What this task involves —
Locate the word "picture" in the entries below, then gather every line that holds it.

Material supplied —

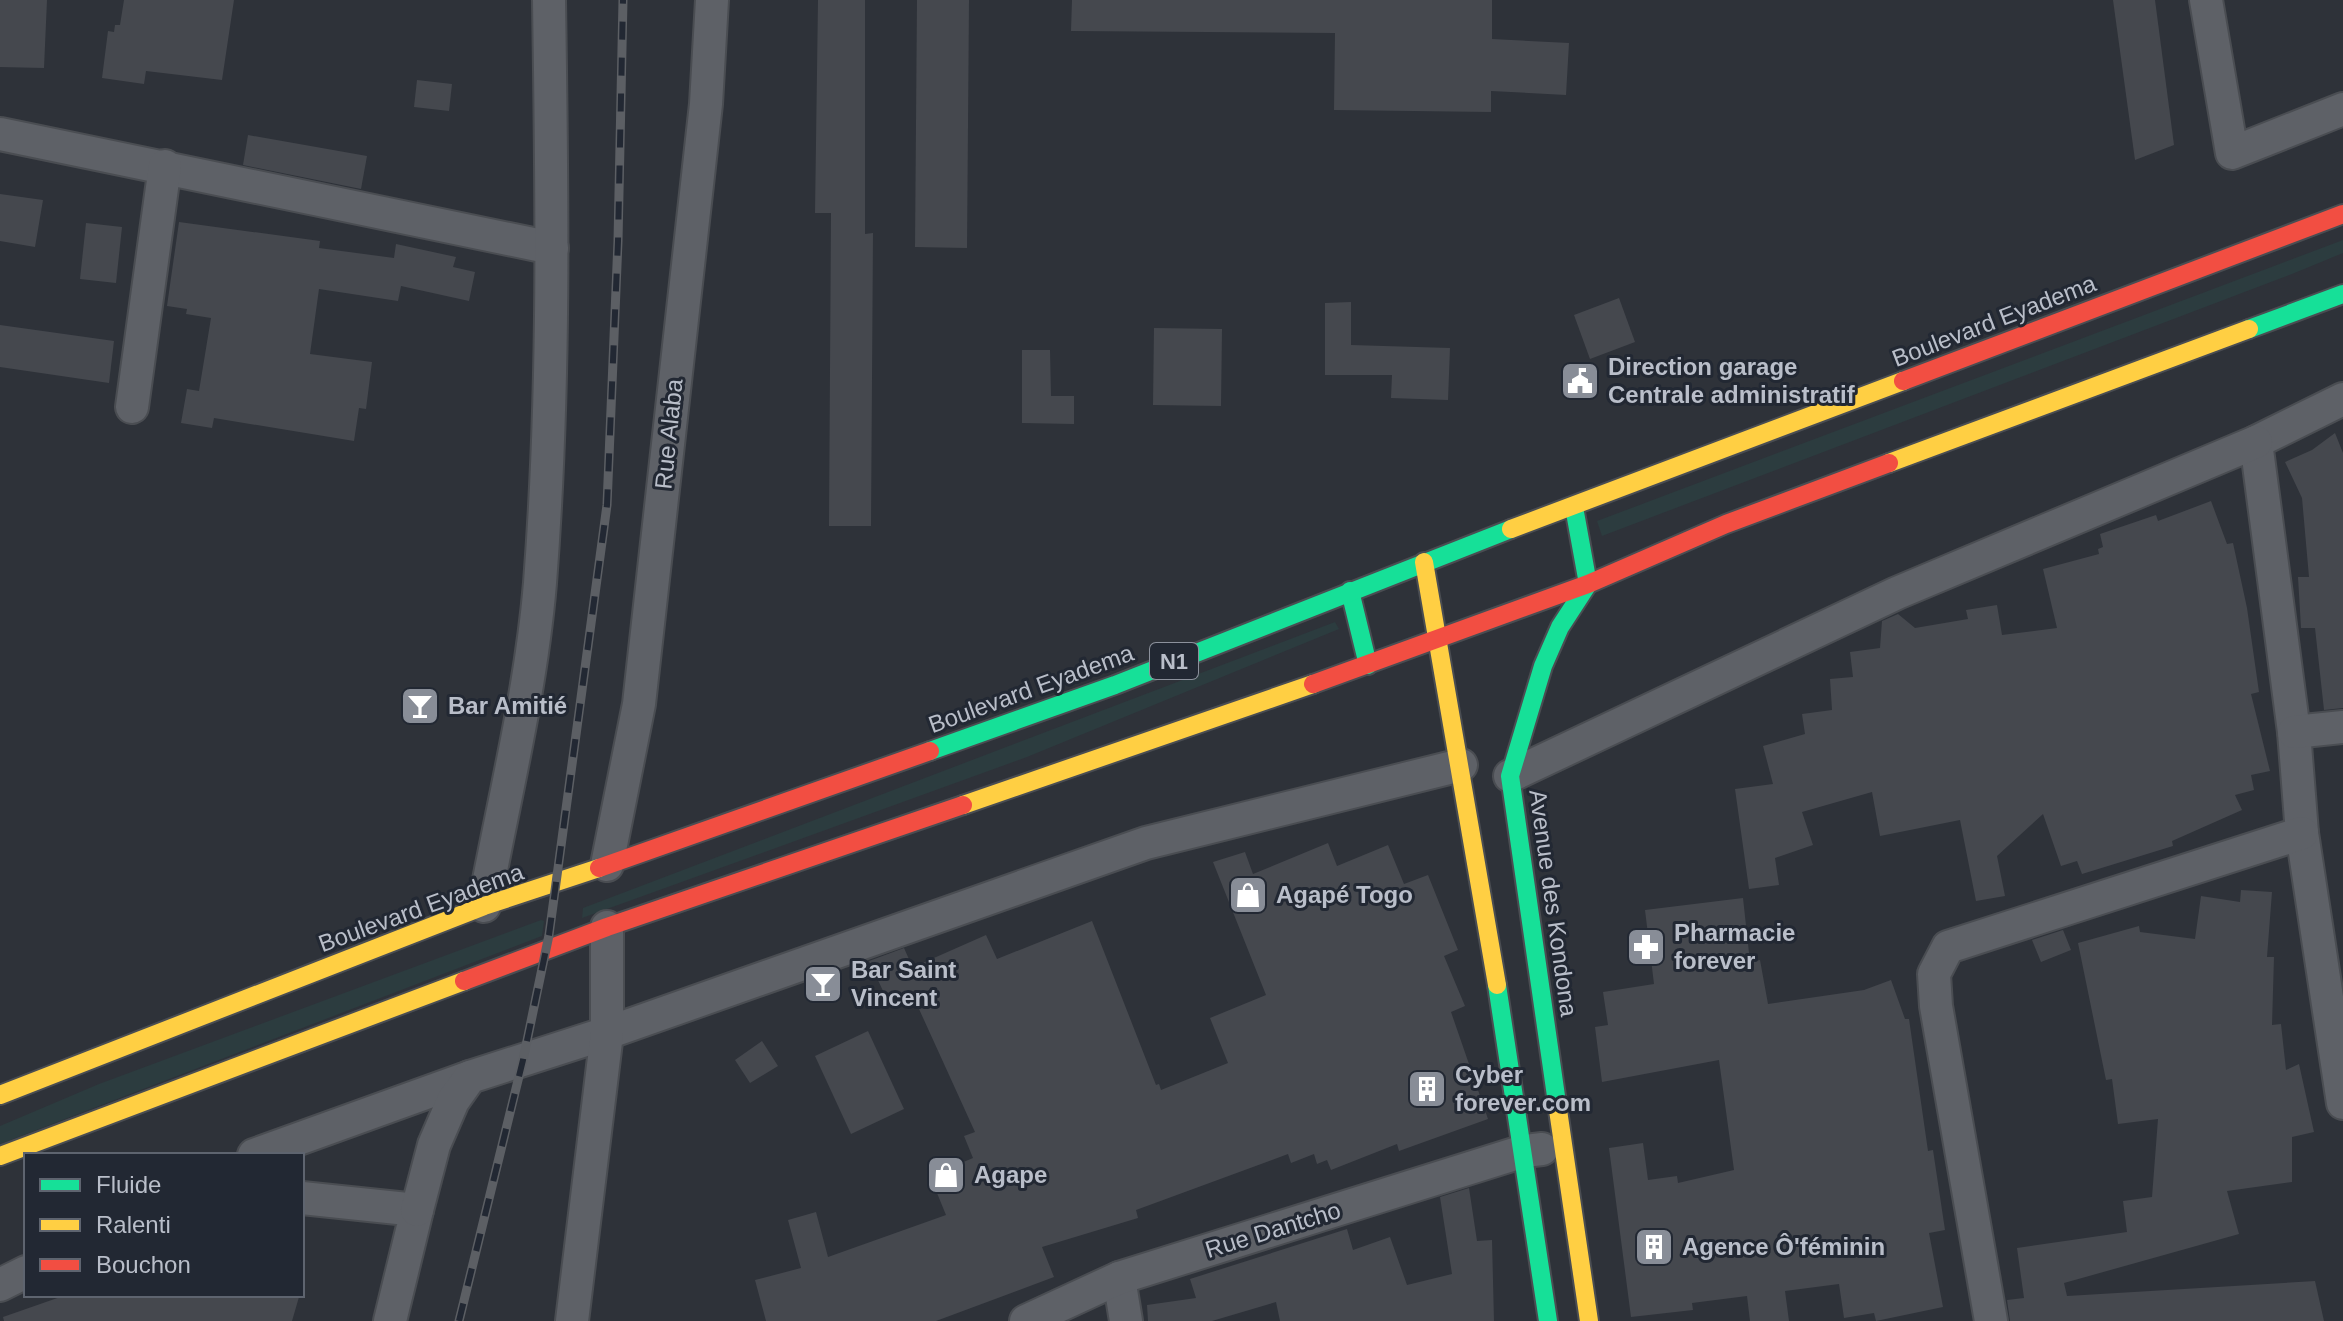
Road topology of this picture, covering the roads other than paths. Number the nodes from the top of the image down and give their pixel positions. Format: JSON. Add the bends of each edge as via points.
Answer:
==
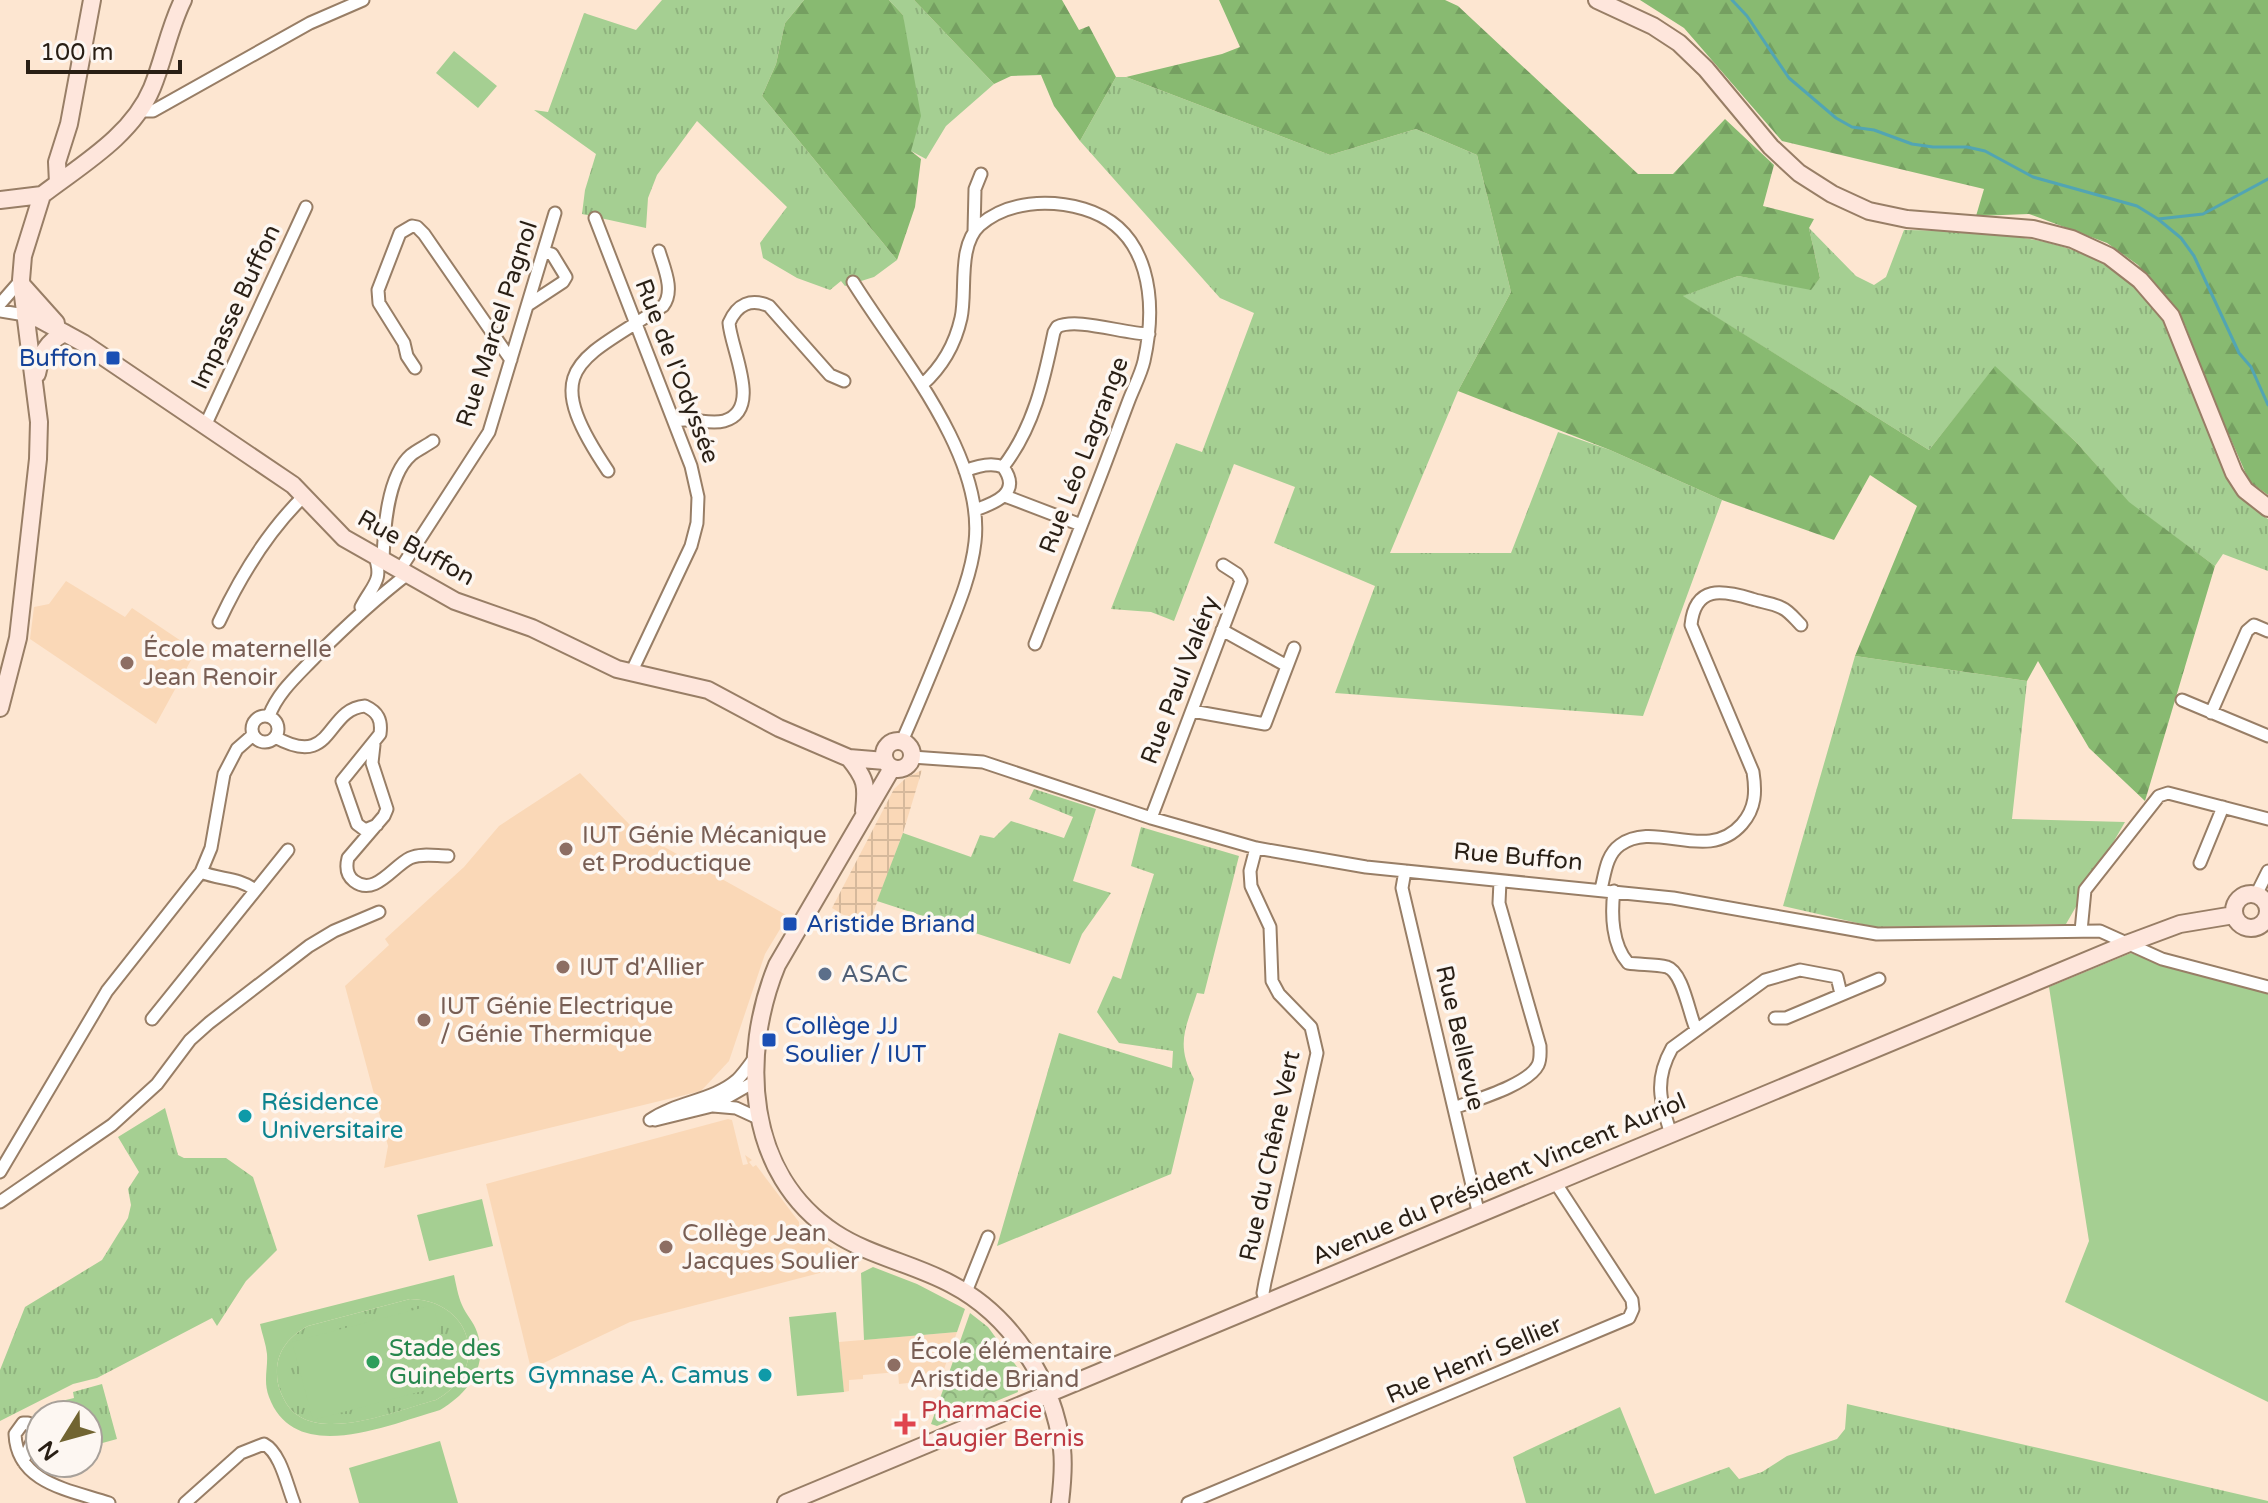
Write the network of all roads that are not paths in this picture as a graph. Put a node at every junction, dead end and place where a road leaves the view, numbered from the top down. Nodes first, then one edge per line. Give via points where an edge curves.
--
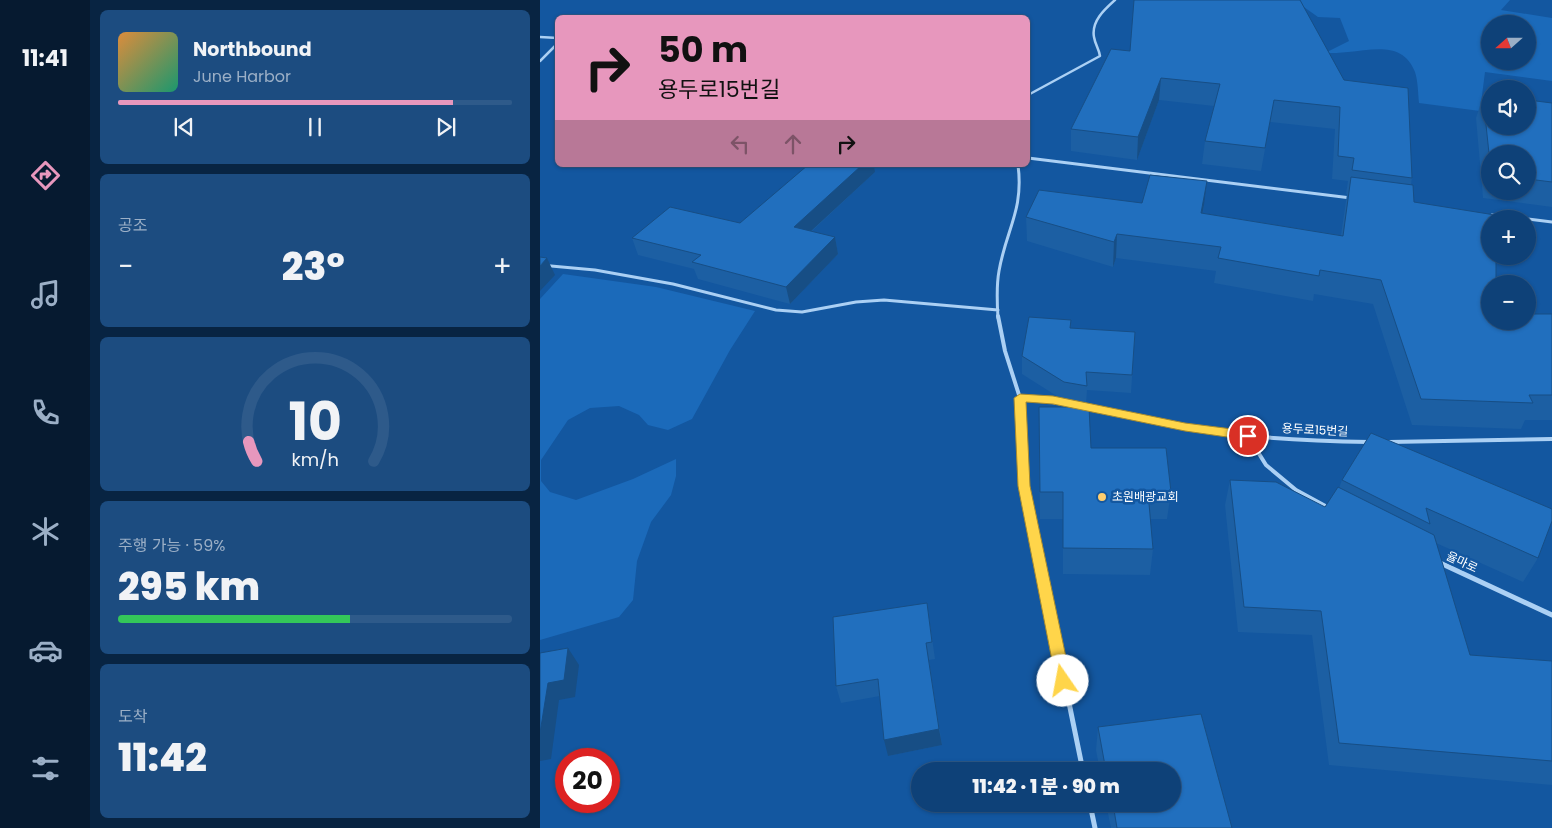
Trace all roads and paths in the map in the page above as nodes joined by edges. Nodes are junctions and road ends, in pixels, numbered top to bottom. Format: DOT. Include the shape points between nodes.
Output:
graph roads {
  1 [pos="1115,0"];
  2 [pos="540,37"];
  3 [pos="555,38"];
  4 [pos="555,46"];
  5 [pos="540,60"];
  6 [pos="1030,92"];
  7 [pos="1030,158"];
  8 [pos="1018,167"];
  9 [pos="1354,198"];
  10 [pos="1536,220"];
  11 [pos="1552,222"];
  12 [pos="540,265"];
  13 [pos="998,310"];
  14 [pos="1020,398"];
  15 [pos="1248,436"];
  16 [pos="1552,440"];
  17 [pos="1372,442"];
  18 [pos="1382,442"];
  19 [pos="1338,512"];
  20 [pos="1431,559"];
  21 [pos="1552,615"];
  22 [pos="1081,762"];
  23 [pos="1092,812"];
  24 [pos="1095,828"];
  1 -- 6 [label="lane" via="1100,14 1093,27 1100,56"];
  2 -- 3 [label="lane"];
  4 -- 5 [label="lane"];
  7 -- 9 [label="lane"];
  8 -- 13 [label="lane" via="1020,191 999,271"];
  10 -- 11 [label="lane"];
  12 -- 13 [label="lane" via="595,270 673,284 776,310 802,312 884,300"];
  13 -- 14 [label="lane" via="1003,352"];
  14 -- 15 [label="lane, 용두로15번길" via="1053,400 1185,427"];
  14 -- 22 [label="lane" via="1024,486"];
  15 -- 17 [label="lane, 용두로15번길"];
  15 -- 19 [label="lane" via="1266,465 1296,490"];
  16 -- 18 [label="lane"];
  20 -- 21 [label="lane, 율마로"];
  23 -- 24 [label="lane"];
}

Answer area —
Road topology of this picture, covering the roads other than paths. Number the nodes from the top of the image down and give their pixel positions. Format: JSON. Add the bends of each edge as via points.
Write the network of all roads that are not paths in this picture as a graph. Put a node at every junction, dead end and place where a road leaves the view, numbered from the top down. Nodes first, then one edge per line. Give via points where an edge curves.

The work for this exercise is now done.